Nel post dici che le squadre che rimangono verrebbero ancor più impoverite, i vivai distrutti e rimpinzate di stranieri. Perché? Dovrebbe essere l'opposto. Dovrebbero essere rimpinzate di ragazzini italiani che facciano da vivaio e che puntino ad arrivare nelle 2 (o più?) franchigie "celtiche".
Dite che non ce la si fa a raggiungere 60 giocatori italiani di livello alto più qualche centinaio di ragazzini da far crescere anche con i soldi gudagnati dalla partecipazione alla celtic?
Ripeto, capisco e condivido le perplessità (soprattutto quella riguardante le decisioni che vengono dall'alto!) però ho l'impressione che si sia arrivati a un punto in cui non c'è più nulla da perdere.
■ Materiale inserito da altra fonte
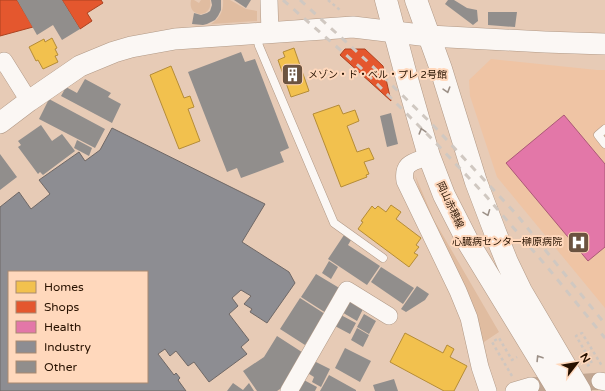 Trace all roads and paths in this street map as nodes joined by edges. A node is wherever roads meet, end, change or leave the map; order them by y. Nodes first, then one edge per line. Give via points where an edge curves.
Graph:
1 (269, 0) edge
2 (386, 0) edge
3 (416, 0) edge
4 (263, 33) junction
5 (395, 33) junction
6 (429, 36) junction
7 (605, 44) edge
8 (0, 63) edge
9 (29, 101) junction
10 (0, 123) edge
11 (605, 129) edge
12 (605, 144) edge
13 (429, 156) junction
14 (383, 258) dead end
15 (389, 316) dead end
16 (512, 360) dead end
17 (598, 360) dead end
18 (592, 363) dead end
19 (514, 385) edge
20 (531, 386) tunnel mouth
21 (289, 391) edge
22 (488, 391) edge
23 (559, 391) edge
24 (580, 391) edge

1 - 4 street
2 - 5 main road, 岡山赤穂線
3 - 6 main road
4 - 5 street via 353,27
4 - 9 street via 175,39 131,47 80,66
4 - 14 lane via 259,46 334,223
5 - 6 street
13 -> 5 main road, 岡山赤穂線
6 - 7 street
6 -> 24 main road via 476,182 507,262 521,291
8 - 9 street via 4,61
9 - 10 street
11 - 12 lane via 598,135
13 - 22 street via 408,165 404,172 405,181 469,318
23 -> 13 main road, 岡山赤穂線 via 468,242 444,195
15 - 21 street via 347,290
16 - 19 path via 499,338 492,342
17 - 18 path via 582,333 576,336
19 - 20 street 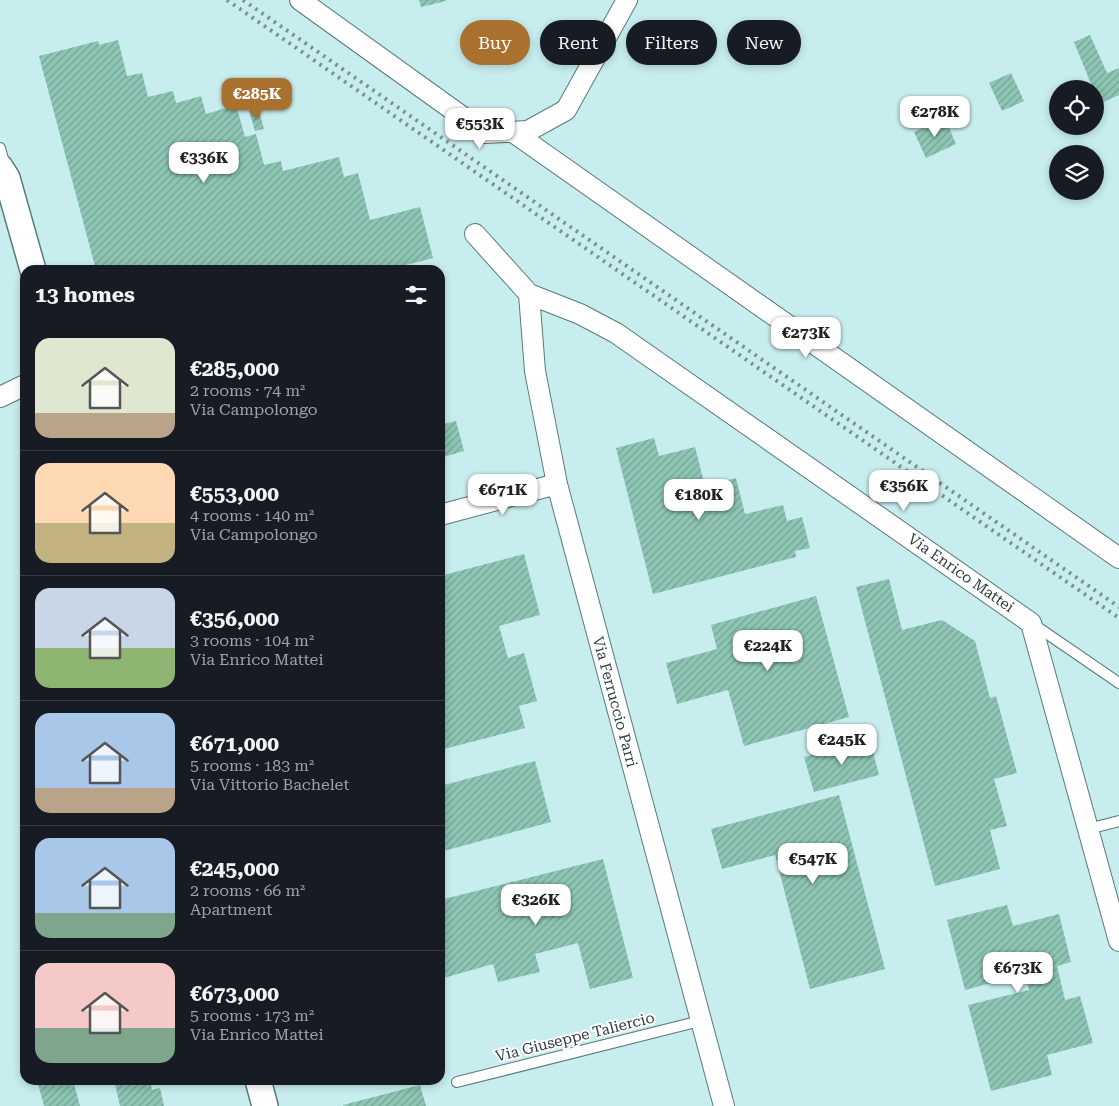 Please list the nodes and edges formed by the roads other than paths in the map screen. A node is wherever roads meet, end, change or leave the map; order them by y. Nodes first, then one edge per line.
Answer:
1 (300, 0) edge
2 (627, 0) edge
3 (514, 132) junction
4 (0, 148) edge
5 (4, 173) edge
6 (475, 234) dead end
7 (32, 265) edge
8 (529, 294) junction
9 (20, 387) edge
10 (0, 397) edge
11 (557, 484) junction
12 (445, 514) edge
13 (1119, 558) edge
14 (1031, 623) junction
15 (1119, 683) edge
16 (1119, 821) edge
17 (1088, 829) junction
18 (1119, 941) edge
19 (700, 1021) junction
20 (457, 1082) dead end
21 (259, 1085) edge
22 (265, 1106) edge
23 (724, 1106) edge

1 - 3 street
2 - 3 street
3 - 13 street
4 - 5 lane
5 - 7 street
6 - 8 street, Via Enrico Mattei
8 - 11 street, Via Ferruccio Parri
8 - 14 street, Via Enrico Mattei
9 - 10 street
11 - 12 street
11 - 19 street, Via Ferruccio Parri
14 - 15 lane
14 - 17 street
16 - 17 lane
17 - 18 street
19 - 20 lane, Via Giuseppe Taliercio
19 - 23 street, Via Ferruccio Parri
21 - 22 street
It's do or die!
E speriamo in bene!! :)

Abr ha detto...

Il post difatti sostiene che e' arrivato il momento di mettere da parte "onte" e campanilismi, come si fa dalla preistoria all'approssimarsi di qualche evento (invasioni, calamita' etc) superiore alle forze delle singole comunita'.

Cio' detto, bisognerebbe prestare attenzione a non gettare via in nome dle nuovismo quello che di buono da solo s'e' generato ed affermato sino ad oggi nel panorama asfittico del rugby italiano.
Aldila' delle "tradizioni", mi riferisco ad esempio alla Benetton, fenonemo peraltro relativamente recente (negli anni '70 e inizio '80 prima dell'ingresso massivo dello sponsor coi soldi ma soprattutto con le capacita' organizzative, erano anni luce indietro rispetto a Petrarca e Rovigo).

Il rischio e' quello del verticismo asettico: si ara sotto tutto in nome del "nuovo": "rugby nelle grandi citta'", Roma Torino etc.etc. (nulla contro, ma dove si gioca per davvero e ci sarebbe seguito vero?), e dopo un paio di stagioni ci si ritrova stiel baseball, con dieci argentini e tre anglosassoni equiparati su ventidue in nazionale e il deserto alle spalle in temini di movimento.

Non sostengo che questa sia conseguenza inevitabile della scelta Celtica (che definisco doverosa al punto in cui siamo): affermo con forza che molto pero' dipende da COME la scelta sara' implementata.

Lasciami essere scettico per come siamo fatti noi italiani, creativi e ricchi di idee "vincenti", pronti a cambiare (solo quando siamo con le spalle al muro) ma terribilmente poveri in quello che gli anglosassoni chiamano EXECUTION.
Hai presente l'otto settembre 1943? Idea brillante, manovra di cambio alleanze dovuta per risparmiare ulteriori distruzioni, solo che poi i comandi "si dimenticarono" di emanare disposizioni ai reparti, e fini' con un vergognoso e sanguinoso ognu per se' e due ulteriori inutili anni di guerra civile.

Le idee brillanti vanno bene, plaudo al coraggio di chi getta il cuore oltre la barricata, ma timeo l'incapacita' incombente di EXECUTION.